I'm totally new here and with rock tumbling, more generally. But this tip strikes close to what I'm currently trying to grapple with -- the many choices of grit. (I'm suddenly in the market, I guess.)
SiC (carborundum) is common and cheap. Al2O3 is equally so. And I have had experience with both, just recently.
Your point about being careful and that "...the quality of all grits are not created equal" causes my brain to spin. For example, my recent experience is with black SiC but I've noticed that there are also available green SiC and that the green version is somewhat more expensive. Also, I expected that some of the 60-80 grit would be recoverable after four days or so of tumbling some rocks. But by that time there was nothing left in the bottom. It was all so small that the remaining particles readily stayed in suspension in the water. So it was all gone in rather short order, I thought. (Which also taught me to observe more often and not just assume that there is any grit left to do work.)
(Again, I'm just starting out and just learning. So this is just an observation leading to an early question.)
This got me looking further.
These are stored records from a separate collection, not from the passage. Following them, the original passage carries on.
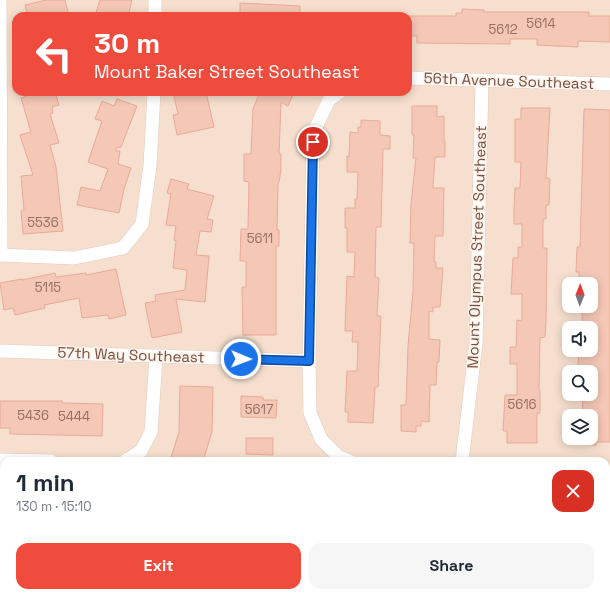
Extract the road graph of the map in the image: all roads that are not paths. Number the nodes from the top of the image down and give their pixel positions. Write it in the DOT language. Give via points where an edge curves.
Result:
graph roads {
  1 [pos="0,0"];
  2 [pos="155,0"];
  3 [pos="155,12"];
  4 [pos="412,78"];
  5 [pos="482,81"];
  6 [pos="610,84"];
  7 [pos="154,96"];
  8 [pos="334,96"];
  9 [pos="0,255"];
  10 [pos="0,351"];
  11 [pos="156,357"];
  12 [pos="309,361"];
  13 [pos="131,457"];
  14 [pos="339,457"];
  15 [pos="462,457"];
  1 -- 9 [label="street"];
  2 -- 3 [label="street"];
  4 -- 5 [label="street, 56th Avenue Southeast"];
  5 -- 6 [label="street, 56th Avenue Southeast"];
  5 -- 15 [label="street, Mount Olympus Street Southeast" via="476,343"];
  7 -- 9 [label="street" via="150,166 142,224 123,248 74,258"];
  8 -- 12 [label="street" via="329,100 316,127 313,142"];
  10 -- 11 [label="street, 57th Way Southeast"];
  11 -- 12 [label="street, 57th Way Southeast"];
  11 -- 13 [label="street" via="151,432 141,451"];
  12 -- 14 [label="street" via="310,413 321,439"];
}
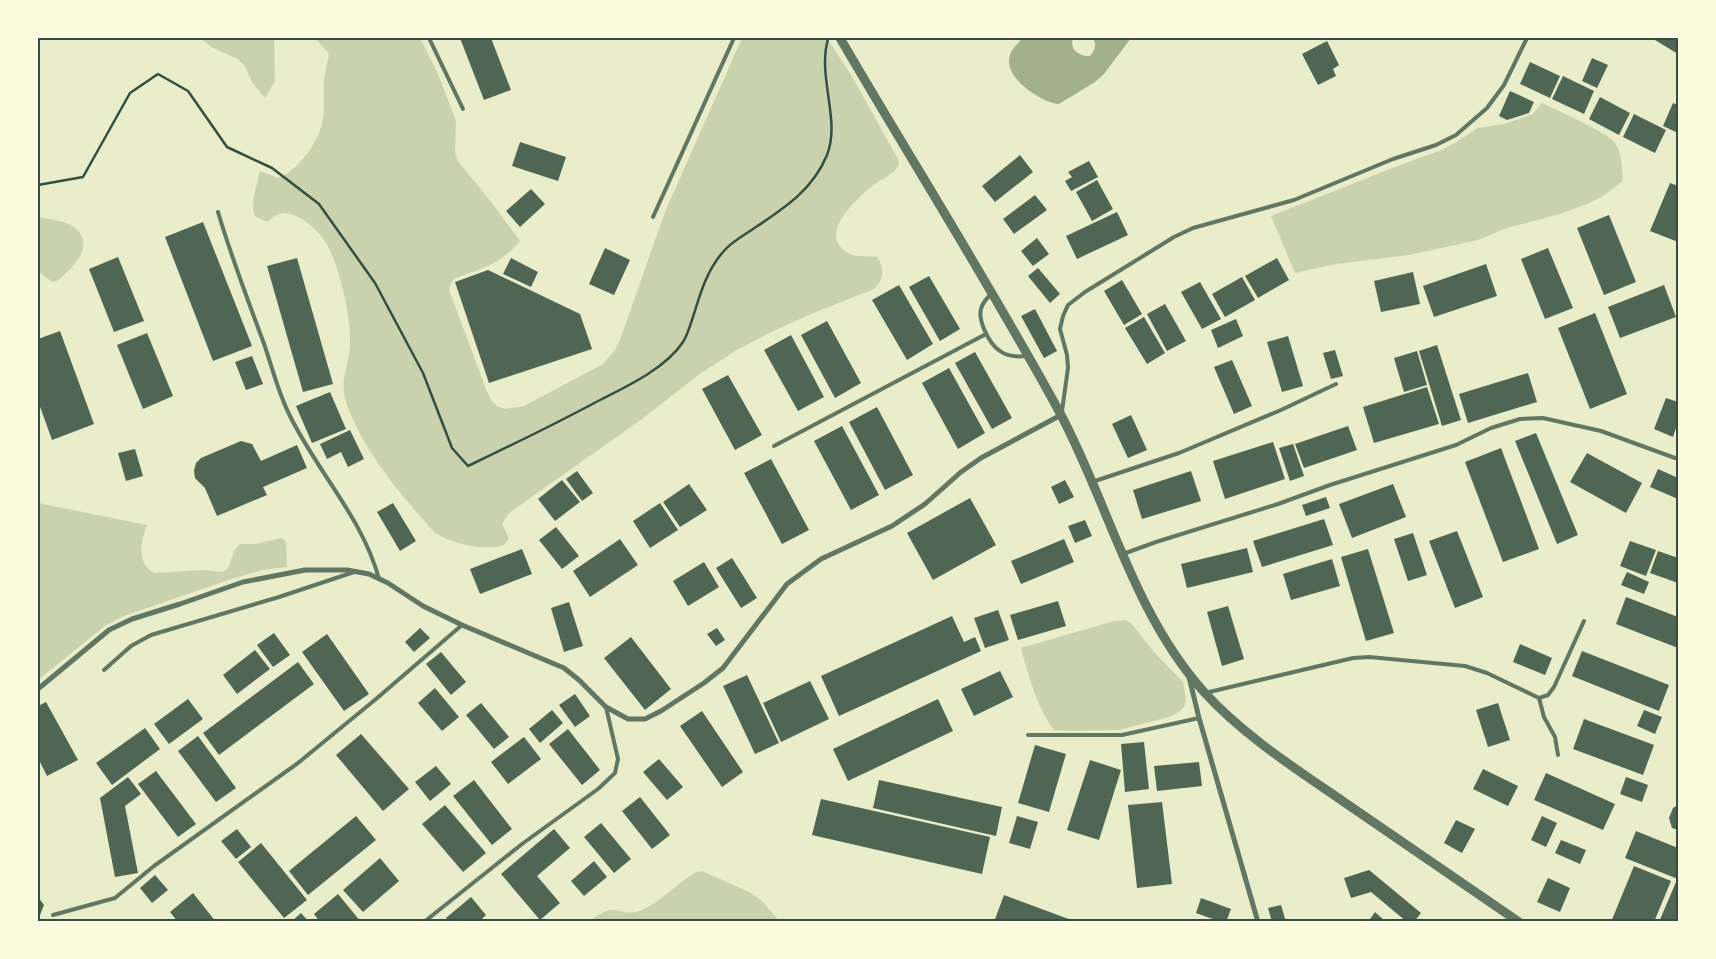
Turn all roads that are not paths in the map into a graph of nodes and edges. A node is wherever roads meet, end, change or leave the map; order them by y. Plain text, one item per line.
1 (428, 38) edge
2 (734, 38) edge
3 (840, 38) edge
4 (1528, 38) edge
5 (463, 108) dead end
6 (218, 212) dead end
7 (653, 217) dead end
8 (992, 293) junction
9 (986, 334) junction
10 (1027, 356) junction
11 (1336, 384) dead end
12 (1061, 415) junction
13 (774, 446) dead end
14 (1675, 458) dead end
15 (1092, 482) junction
16 (1123, 554) junction
17 (354, 572) junction
18 (379, 579) junction
19 (1584, 621) dead end
20 (462, 625) junction
21 (104, 670) dead end
22 (1188, 671) junction
23 (38, 690) edge
24 (1205, 693) junction
25 (1539, 698) junction
26 (606, 707) junction
27 (1199, 718) junction
28 (1028, 735) dead end
29 (1558, 755) dead end
30 (53, 915) dead end
31 (424, 922) edge
32 (1258, 922) edge
33 (1518, 922) edge

1 - 5 lane
2 - 7 lane
3 - 8 street
4 - 12 lane
6 - 18 lane
8 - 9 lane
8 - 10 street
9 - 10 lane
9 - 13 lane
10 - 12 street
11 - 15 lane
12 - 15 street
12 - 26 street
14 - 16 lane
15 - 16 street
16 - 22 street
17 - 18 street
17 - 21 lane
17 - 23 street
18 - 20 street
19 - 25 lane
20 - 26 street
20 - 30 lane
22 - 24 street
22 - 27 street
24 - 25 lane
24 - 33 street
25 - 29 lane
26 - 31 lane
27 - 28 lane
27 - 32 street

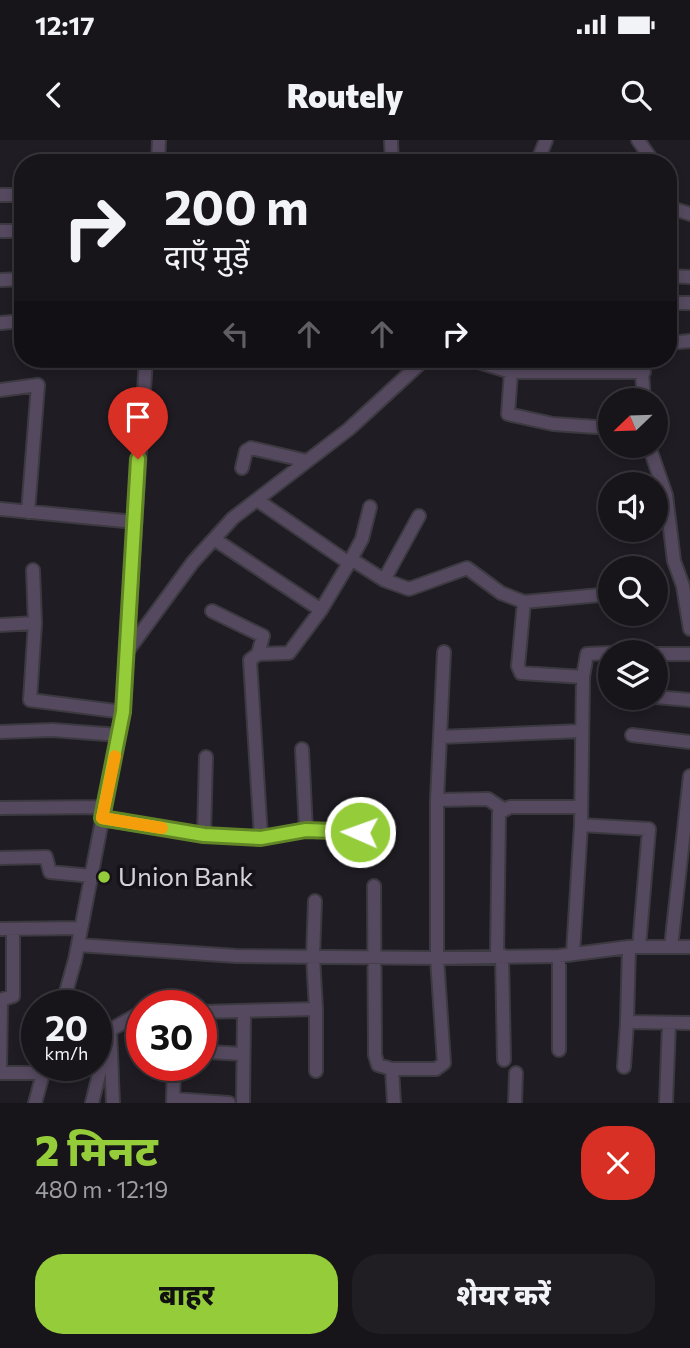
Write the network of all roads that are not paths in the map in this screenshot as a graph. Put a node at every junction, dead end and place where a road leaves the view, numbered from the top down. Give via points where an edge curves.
1 (145, 368) edge
2 (415, 368) edge
3 (498, 368) edge
4 (643, 368) edge
5 (511, 372) junction
6 (644, 372) junction
7 (644, 388) edge
8 (0, 390) edge
9 (598, 427) edge
10 (653, 458) edge
11 (307, 461) junction
12 (242, 468) dead end
13 (257, 500) junction
14 (370, 507) dead end
15 (0, 509) edge
16 (28, 512) junction
17 (419, 516) dead end
18 (135, 522) junction
19 (214, 539) junction
20 (350, 561) junction
21 (33, 570) dead end
22 (384, 580) junction
23 (686, 586) edge
24 (598, 595) edge
25 (524, 602) junction
26 (321, 610) junction
27 (212, 611) dead end
28 (35, 623) junction
29 (0, 625) edge
30 (690, 629) edge
31 (129, 650) junction
32 (444, 652) dead end
33 (258, 654) junction
34 (598, 654) edge
35 (668, 654) edge
36 (690, 654) edge
37 (583, 677) junction
38 (668, 698) edge
39 (690, 700) edge
40 (123, 712) junction
41 (581, 731) junction
42 (0, 732) edge
43 (119, 735) junction
44 (632, 735) dead end
45 (440, 737) junction
46 (690, 742) edge
47 (302, 749) dead end
48 (206, 757) dead end
49 (690, 776) edge
50 (438, 800) junction
51 (580, 807) junction
52 (0, 808) edge
53 (503, 809) junction
54 (103, 813) junction
55 (581, 825) junction
56 (306, 830) junction
57 (360, 832) dead end
58 (204, 835) junction
59 (261, 838) junction
60 (0, 858) edge
61 (91, 876) junction
62 (374, 886) dead end
63 (315, 901) dead end
64 (81, 928) junction
65 (7, 929) edge
66 (78, 945) junction
67 (634, 947) junction
68 (671, 947) junction
69 (690, 947) edge
70 (573, 953) junction
71 (499, 955) junction
72 (559, 956) junction
73 (313, 957) junction
74 (374, 957) junction
75 (437, 958) junction
76 (66, 990) edge
77 (1, 1000) edge
78 (316, 1009) junction
79 (217, 1012) edge
80 (244, 1012) junction
81 (627, 1022) junction
82 (690, 1023) edge
83 (669, 1024) junction
84 (559, 1050) dead end
85 (217, 1052) edge
86 (243, 1054) junction
87 (505, 1060) dead end
88 (624, 1067) dead end
89 (392, 1069) junction
90 (21, 1071) edge
91 (316, 1071) dead end
92 (0, 1073) edge
93 (516, 1073) dead end
94 (112, 1079) edge
95 (41, 1081) edge
96 (97, 1081) edge
97 (174, 1081) edge
98 (173, 1101) edge
99 (35, 1103) edge
100 (92, 1103) edge
101 (113, 1103) edge
102 (229, 1103) edge
103 (243, 1103) edge
104 (394, 1103) edge
105 (515, 1103) edge
106 (666, 1103) edge

1 - 18 street
2 - 11 street
3 - 5 street
4 - 6 street
5 - 6 street
5 - 9 street via 508,414
6 - 7 street
8 - 16 street via 38,386
10 - 23 street via 666,495 674,562
11 - 12 street via 251,448
11 - 13 street
13 - 19 street via 233,517
13 - 20 street
14 - 20 street via 362,539
15 - 16 street
16 - 18 street
17 - 22 street
18 - 31 street
19 - 26 street
19 - 31 street
20 - 22 street
20 - 26 street
21 - 28 street
22 - 25 street via 409,589 467,568 502,593
23 - 30 street
24 - 25 street
25 - 37 street via 521,673
26 - 33 street via 289,653
27 - 33 street via 263,636
28 - 29 street
28 - 40 street via 30,700
31 - 40 street
32 - 45 street
33 - 59 street via 250,660
34 - 37 street via 587,654
35 - 36 street
37 - 41 street
38 - 39 street
40 - 43 street
41 - 45 street
41 - 51 street
42 - 43 street
43 - 54 street
44 - 46 street
45 - 50 street
47 - 56 street
48 - 58 street
49 - 68 street
50 - 53 street via 488,799
50 - 75 street
51 - 53 street
51 - 55 street
52 - 54 street
53 - 71 street via 499,817
54 - 58 street
54 - 61 street
55 - 67 street via 649,829
55 - 70 street
56 - 57 street
56 - 59 street
58 - 59 street
60 - 61 street via 46,858 50,872
61 - 64 street
62 - 74 street
63 - 73 street
64 - 65 street
64 - 66 street
65 - 77 street via 13,996
66 - 73 street
66 - 76 street
67 - 68 street
67 - 70 street
67 - 81 street
68 - 69 street
70 - 72 street
71 - 72 street
71 - 75 street
71 - 87 street
72 - 84 street
73 - 74 street
73 - 78 street
74 - 75 street
74 - 89 street via 376,1061 382,1068
75 - 89 street via 444,1063 436,1069
77 - 92 street
78 - 80 street
78 - 91 street
79 - 80 street
80 - 86 street
81 - 83 street
81 - 88 street
82 - 83 street
83 - 106 street
85 - 86 street
86 - 103 street
89 - 104 street
90 - 92 street
93 - 105 street
94 - 101 street
95 - 99 street
96 - 100 street
97 - 98 street
98 - 102 street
There's also boron carbide, for example, which may be recoverable since it is fairly hard. (And of course diamond dust -- which I've used when polishing high pressure plastic molds.)
But I'd like to return to SiC itself and focus exactly upon this: "...the quality of all grits are not created equal." I'd like to know more about SiC. Is it that the black variety has a greater variation in hardness than the green variety, which may be of better purity? Is the green worth the effort to find and use? Or do pros just use what's cheaper and go with that? What are the pro tips about SiC for the rougher grind stages, generally speaking? (Some decades ago, I fabricated my own telescopes -- thousands of hours of hand-grinding, down to the use of red rouge. So no rock tumbling experiences. But very long hours using grit with quartz-on-quartz!)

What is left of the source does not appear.